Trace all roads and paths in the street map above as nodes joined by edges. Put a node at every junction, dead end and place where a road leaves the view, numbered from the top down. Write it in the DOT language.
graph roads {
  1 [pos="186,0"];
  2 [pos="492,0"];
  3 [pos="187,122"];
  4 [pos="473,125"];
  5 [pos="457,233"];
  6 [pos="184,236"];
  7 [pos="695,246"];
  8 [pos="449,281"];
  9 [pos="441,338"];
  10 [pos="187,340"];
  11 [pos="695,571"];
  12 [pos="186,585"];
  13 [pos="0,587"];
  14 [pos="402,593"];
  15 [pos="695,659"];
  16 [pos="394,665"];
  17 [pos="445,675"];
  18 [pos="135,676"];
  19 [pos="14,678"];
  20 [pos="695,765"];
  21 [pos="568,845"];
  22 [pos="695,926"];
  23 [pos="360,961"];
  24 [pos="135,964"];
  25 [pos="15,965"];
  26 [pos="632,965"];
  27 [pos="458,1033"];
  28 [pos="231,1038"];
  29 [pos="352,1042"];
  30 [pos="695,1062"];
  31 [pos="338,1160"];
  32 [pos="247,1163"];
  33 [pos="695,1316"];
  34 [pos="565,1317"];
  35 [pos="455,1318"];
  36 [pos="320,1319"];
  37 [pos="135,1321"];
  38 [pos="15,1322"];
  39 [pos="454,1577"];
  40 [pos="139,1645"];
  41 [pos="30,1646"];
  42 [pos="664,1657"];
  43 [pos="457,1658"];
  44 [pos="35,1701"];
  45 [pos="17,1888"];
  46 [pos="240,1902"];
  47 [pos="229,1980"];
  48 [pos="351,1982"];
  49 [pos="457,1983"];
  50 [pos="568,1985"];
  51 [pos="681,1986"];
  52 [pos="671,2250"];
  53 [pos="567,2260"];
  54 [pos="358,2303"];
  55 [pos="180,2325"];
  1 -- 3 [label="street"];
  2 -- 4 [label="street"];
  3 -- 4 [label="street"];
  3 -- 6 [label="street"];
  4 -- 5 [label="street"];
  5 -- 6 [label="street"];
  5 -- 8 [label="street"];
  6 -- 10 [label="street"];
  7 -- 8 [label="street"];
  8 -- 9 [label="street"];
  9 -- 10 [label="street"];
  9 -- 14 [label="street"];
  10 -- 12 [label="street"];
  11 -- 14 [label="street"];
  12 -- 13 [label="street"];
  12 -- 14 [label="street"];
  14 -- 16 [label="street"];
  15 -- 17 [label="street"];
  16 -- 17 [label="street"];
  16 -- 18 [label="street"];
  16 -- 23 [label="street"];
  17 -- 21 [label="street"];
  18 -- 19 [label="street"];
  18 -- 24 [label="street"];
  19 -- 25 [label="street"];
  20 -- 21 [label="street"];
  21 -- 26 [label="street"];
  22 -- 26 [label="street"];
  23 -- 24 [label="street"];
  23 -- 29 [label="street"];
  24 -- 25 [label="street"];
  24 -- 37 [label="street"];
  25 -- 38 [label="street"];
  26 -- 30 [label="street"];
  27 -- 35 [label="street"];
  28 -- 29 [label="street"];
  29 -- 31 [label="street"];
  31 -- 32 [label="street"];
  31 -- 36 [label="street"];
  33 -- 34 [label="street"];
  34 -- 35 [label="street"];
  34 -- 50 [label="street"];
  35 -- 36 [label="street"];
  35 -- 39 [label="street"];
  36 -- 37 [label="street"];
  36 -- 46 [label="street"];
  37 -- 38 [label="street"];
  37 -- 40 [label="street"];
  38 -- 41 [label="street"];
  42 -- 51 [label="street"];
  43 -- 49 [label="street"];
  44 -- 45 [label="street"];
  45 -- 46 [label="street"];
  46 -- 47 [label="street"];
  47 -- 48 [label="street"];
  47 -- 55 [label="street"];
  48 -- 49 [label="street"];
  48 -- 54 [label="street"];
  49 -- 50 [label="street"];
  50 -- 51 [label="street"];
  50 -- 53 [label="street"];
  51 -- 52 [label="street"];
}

**The task**
Go through the material above and set each line down verbatim.

**The completed task**
Trace all roads and paths in the street map above as nodes joined by edges. Put a node at every junction, dead end and place where a road leaves the view, numbered from the top down. Write it in the DOT language.
graph roads {
  1 [pos="186,0"];
  2 [pos="492,0"];
  3 [pos="187,122"];
  4 [pos="473,125"];
  5 [pos="457,233"];
  6 [pos="184,236"];
  7 [pos="695,246"];
  8 [pos="449,281"];
  9 [pos="441,338"];
  10 [pos="187,340"];
  11 [pos="695,571"];
  12 [pos="186,585"];
  13 [pos="0,587"];
  14 [pos="402,593"];
  15 [pos="695,659"];
  16 [pos="394,665"];
  17 [pos="445,675"];
  18 [pos="135,676"];
  19 [pos="14,678"];
  20 [pos="695,765"];
  21 [pos="568,845"];
  22 [pos="695,926"];
  23 [pos="360,961"];
  24 [pos="135,964"];
  25 [pos="15,965"];
  26 [pos="632,965"];
  27 [pos="458,1033"];
  28 [pos="231,1038"];
  29 [pos="352,1042"];
  30 [pos="695,1062"];
  31 [pos="338,1160"];
  32 [pos="247,1163"];
  33 [pos="695,1316"];
  34 [pos="565,1317"];
  35 [pos="455,1318"];
  36 [pos="320,1319"];
  37 [pos="135,1321"];
  38 [pos="15,1322"];
  39 [pos="454,1577"];
  40 [pos="139,1645"];
  41 [pos="30,1646"];
  42 [pos="664,1657"];
  43 [pos="457,1658"];
  44 [pos="35,1701"];
  45 [pos="17,1888"];
  46 [pos="240,1902"];
  47 [pos="229,1980"];
  48 [pos="351,1982"];
  49 [pos="457,1983"];
  50 [pos="568,1985"];
  51 [pos="681,1986"];
  52 [pos="671,2250"];
  53 [pos="567,2260"];
  54 [pos="358,2303"];
  55 [pos="180,2325"];
  1 -- 3 [label="street"];
  2 -- 4 [label="street"];
  3 -- 4 [label="street"];
  3 -- 6 [label="street"];
  4 -- 5 [label="street"];
  5 -- 6 [label="street"];
  5 -- 8 [label="street"];
  6 -- 10 [label="street"];
  7 -- 8 [label="street"];
  8 -- 9 [label="street"];
  9 -- 10 [label="street"];
  9 -- 14 [label="street"];
  10 -- 12 [label="street"];
  11 -- 14 [label="street"];
  12 -- 13 [label="street"];
  12 -- 14 [label="street"];
  14 -- 16 [label="street"];
  15 -- 17 [label="street"];
  16 -- 17 [label="street"];
  16 -- 18 [label="street"];
  16 -- 23 [label="street"];
  17 -- 21 [label="street"];
  18 -- 19 [label="street"];
  18 -- 24 [label="street"];
  19 -- 25 [label="street"];
  20 -- 21 [label="street"];
  21 -- 26 [label="street"];
  22 -- 26 [label="street"];
  23 -- 24 [label="street"];
  23 -- 29 [label="street"];
  24 -- 25 [label="street"];
  24 -- 37 [label="street"];
  25 -- 38 [label="street"];
  26 -- 30 [label="street"];
  27 -- 35 [label="street"];
  28 -- 29 [label="street"];
  29 -- 31 [label="street"];
  31 -- 32 [label="street"];
  31 -- 36 [label="street"];
  33 -- 34 [label="street"];
  34 -- 35 [label="street"];
  34 -- 50 [label="street"];
  35 -- 36 [label="street"];
  35 -- 39 [label="street"];
  36 -- 37 [label="street"];
  36 -- 46 [label="street"];
  37 -- 38 [label="street"];
  37 -- 40 [label="street"];
  38 -- 41 [label="street"];
  42 -- 51 [label="street"];
  43 -- 49 [label="street"];
  44 -- 45 [label="street"];
  45 -- 46 [label="street"];
  46 -- 47 [label="street"];
  47 -- 48 [label="street"];
  47 -- 55 [label="street"];
  48 -- 49 [label="street"];
  48 -- 54 [label="street"];
  49 -- 50 [label="street"];
  50 -- 51 [label="street"];
  50 -- 53 [label="street"];
  51 -- 52 [label="street"];
}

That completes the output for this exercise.